To be clear, the per capita cost of health care
is rising but the ACA has significantly
reduced the growth in health care costs. That’s different.
Per capita health care costs have been rising at just under 3 percent a year over the last four years,
but that’s
less than half the average annual growth in the preceding eight years.
• Health care spending growth is the lowest on record. According to the most recent
projections, real per capita health care spending has grown at an estimated average
annual rate of just 1.3 percent over the three years since 2010. This is the lowest rate on
record for any three-year period and less than one-third the long-term historical
average stretching back to 1965.
• Health care price inflation is at its lowest rate in 50 years. Recent years have also seen
exceptionally slow growth in the growth of prices in the health care sector, in addition
to total spending. Measured using personal consumption expenditure price indices,
health care inflation is currently running at just 1 percent on a year-over-year basis, the
lowest level since January 1962. (Health care inflation measured using the medical CPI
is at levels not seen since September 1972.)
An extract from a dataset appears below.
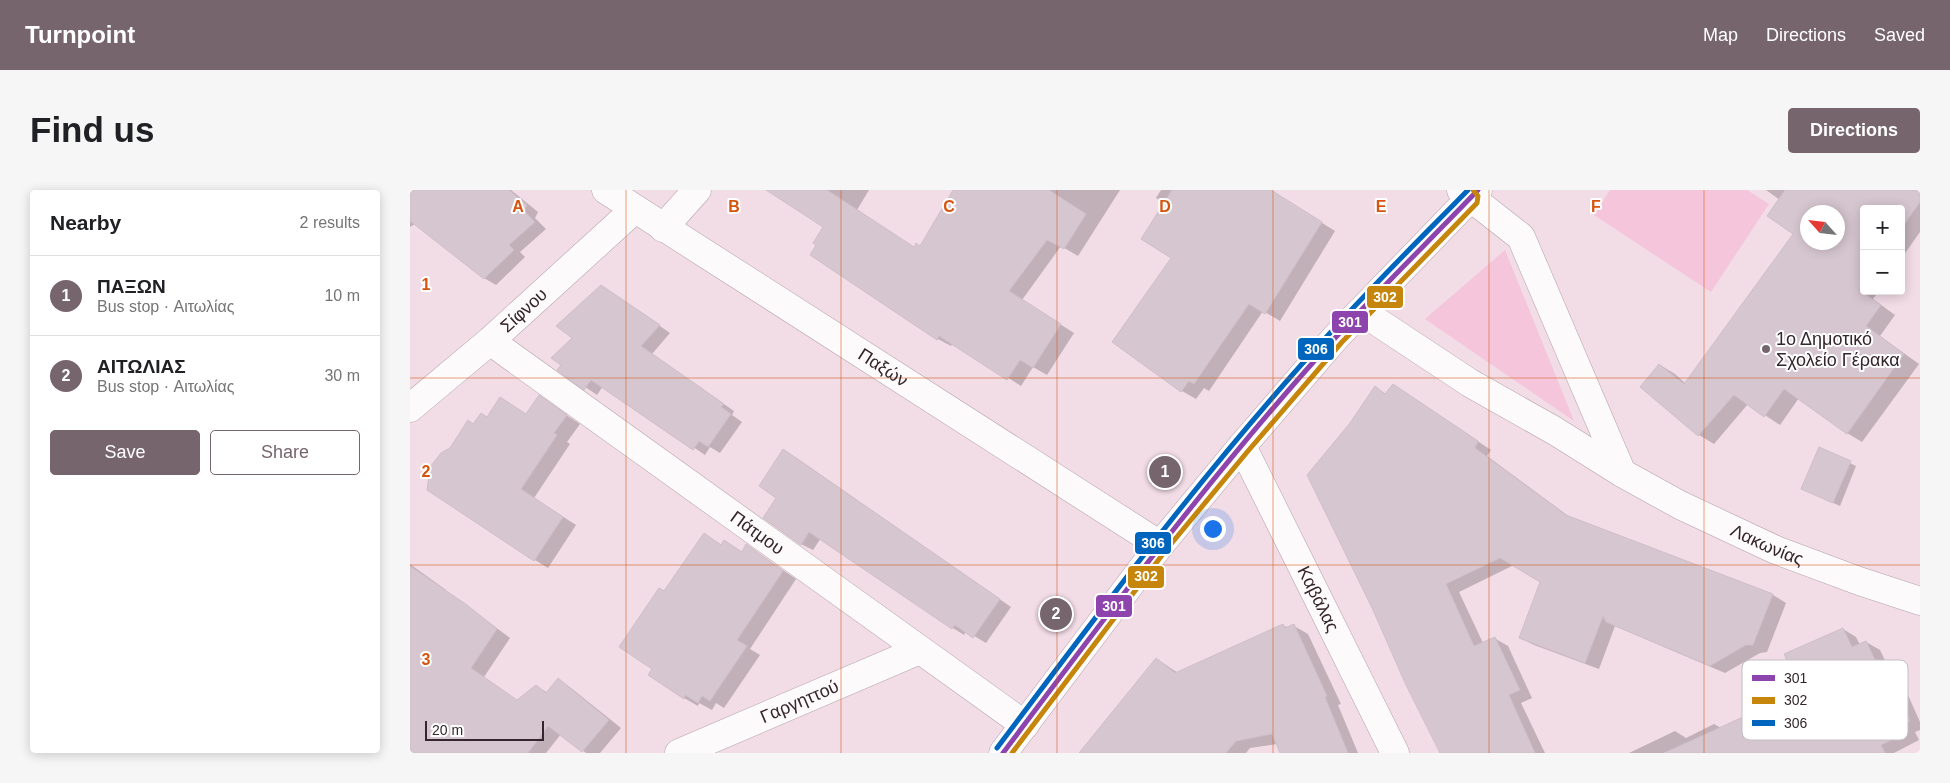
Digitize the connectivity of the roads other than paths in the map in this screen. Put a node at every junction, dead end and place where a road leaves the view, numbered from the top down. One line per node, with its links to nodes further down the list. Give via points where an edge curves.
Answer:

• Recent slow growth in health care spending has substantially improved the long-term
Federal budget outlook. The Congressional Budget Office (CBO) has reduced its
projections of future Medicare and Medicaid spending in 2020 by $147 billion (0.6
percent of GDP) since August 2010. This represents about a 10 percent reduction in
projected spending on these programs. These revisions primarily reflect the recent slow
growth in health care spending
• The ACA is contributing to the recent slow growth in health care prices and spending
and is improving quality of care. ACA provisions that reduce Medicare overpayments to
private insurers and medical providers are contributing to the recent slow growth in
health care prices and spending. In addition, ACA reforms that aim to improve the
quality of care are reducing hospital readmission rates and increasing provider
participation in payment models designed to promote high-quality, integrated care.
• New economic research shows that the ACA’s Medicare reforms are likely to reduce
health care spending and improve quality system-wide. Recent research implies that
reforms to Medicare will have “spillover effects” that reduce costs and improve quality
system-wide. In economic terms, this suggests that efforts to reform Medicare’s
payment system are “public goods.”
• Accounting for “spillovers” implies that the ACA’s effect on health care price inflation
may be much larger than previously understood. The direct effect of ACA provisions
that reduce Medicare overpayments to private insurers and medical providers has been
to reduce health care price inflation by an estimated 0.2 percent per year since 2010.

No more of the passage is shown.